As with me, in few months your doctor will give you an echocardiogram. That test will use ultra sound to view your heart in real time. Any impairment of the wall movement (hypokinesis) will show or not. Also, the test will determine if your left ventricle is normal in size, if there is any valve damage (my mitral valve sustained damage from an enlarged left ventricle). Additionally, the echo will provide a reference by calculating the heart's contractility with estimate of the heart's ability to pump blood into circulation with each heartbeat (EF).
Stunned cells can be revitalized after a few days after oxygenated blood is restored. It is time sensitive probably within hours. Not appropriate, unless there is an acute MI.

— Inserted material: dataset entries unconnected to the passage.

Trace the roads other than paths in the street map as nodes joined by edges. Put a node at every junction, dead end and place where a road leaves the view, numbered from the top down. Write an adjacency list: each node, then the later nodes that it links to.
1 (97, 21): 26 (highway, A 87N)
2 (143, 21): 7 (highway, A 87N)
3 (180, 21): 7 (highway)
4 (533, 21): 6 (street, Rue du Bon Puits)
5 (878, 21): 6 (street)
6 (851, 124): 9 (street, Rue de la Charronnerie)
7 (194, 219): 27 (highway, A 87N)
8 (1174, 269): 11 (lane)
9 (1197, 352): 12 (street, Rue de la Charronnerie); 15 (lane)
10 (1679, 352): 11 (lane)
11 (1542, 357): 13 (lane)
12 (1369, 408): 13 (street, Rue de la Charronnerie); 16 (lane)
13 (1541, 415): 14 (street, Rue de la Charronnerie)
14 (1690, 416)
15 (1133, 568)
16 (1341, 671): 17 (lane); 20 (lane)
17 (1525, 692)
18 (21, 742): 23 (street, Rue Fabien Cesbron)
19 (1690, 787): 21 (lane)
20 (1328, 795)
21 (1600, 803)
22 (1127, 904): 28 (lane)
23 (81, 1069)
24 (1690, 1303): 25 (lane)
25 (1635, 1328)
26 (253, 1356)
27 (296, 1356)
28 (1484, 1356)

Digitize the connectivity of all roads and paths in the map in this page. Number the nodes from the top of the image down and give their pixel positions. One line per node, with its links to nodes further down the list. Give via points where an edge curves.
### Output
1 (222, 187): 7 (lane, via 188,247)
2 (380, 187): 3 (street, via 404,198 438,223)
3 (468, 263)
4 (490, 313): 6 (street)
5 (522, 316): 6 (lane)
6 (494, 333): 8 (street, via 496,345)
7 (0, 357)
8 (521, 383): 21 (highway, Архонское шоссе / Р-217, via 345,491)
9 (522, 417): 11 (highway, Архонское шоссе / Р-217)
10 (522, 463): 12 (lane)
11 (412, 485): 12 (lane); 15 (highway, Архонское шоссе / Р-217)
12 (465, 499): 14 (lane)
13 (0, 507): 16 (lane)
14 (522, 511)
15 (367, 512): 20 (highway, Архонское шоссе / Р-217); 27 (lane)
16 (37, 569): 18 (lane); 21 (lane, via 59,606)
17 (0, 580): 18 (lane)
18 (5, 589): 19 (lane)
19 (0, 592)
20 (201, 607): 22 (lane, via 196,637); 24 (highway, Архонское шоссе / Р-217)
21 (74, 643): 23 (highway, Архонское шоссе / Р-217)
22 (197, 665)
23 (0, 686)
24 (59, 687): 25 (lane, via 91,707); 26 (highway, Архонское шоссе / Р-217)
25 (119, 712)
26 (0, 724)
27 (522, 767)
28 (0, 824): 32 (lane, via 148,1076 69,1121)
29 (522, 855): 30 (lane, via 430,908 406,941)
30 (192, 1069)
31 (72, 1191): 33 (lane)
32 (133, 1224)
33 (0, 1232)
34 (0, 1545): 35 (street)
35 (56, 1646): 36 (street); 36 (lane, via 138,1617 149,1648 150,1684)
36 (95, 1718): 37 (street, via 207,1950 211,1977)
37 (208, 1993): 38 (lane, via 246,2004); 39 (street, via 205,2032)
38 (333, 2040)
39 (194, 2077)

I am referring to are hibernating myocardium cells. After a heart attack, some areas of heart muscle do not pump as they should. Some areas will have permanent damage. Other areas are able to return to their normal function if blood flow is returned to that area (by medications or a procedure). Hibernating myocardium is heart muscle that is "resting" and may possibly return to normal function. This is the condition I am
referring to and an echo in few months will or later disclose the condition.
I believe I tried to get that point across with a discussion of angina and its long term effects causing hypoxia or periods of less than normal oxygenated blood flow and the effect would be based on cell tolerance...some cells may damaged other cells not.
A viability scan is not appropriate. It is probably the last test given to determine the heart muscle damage prior to surgery.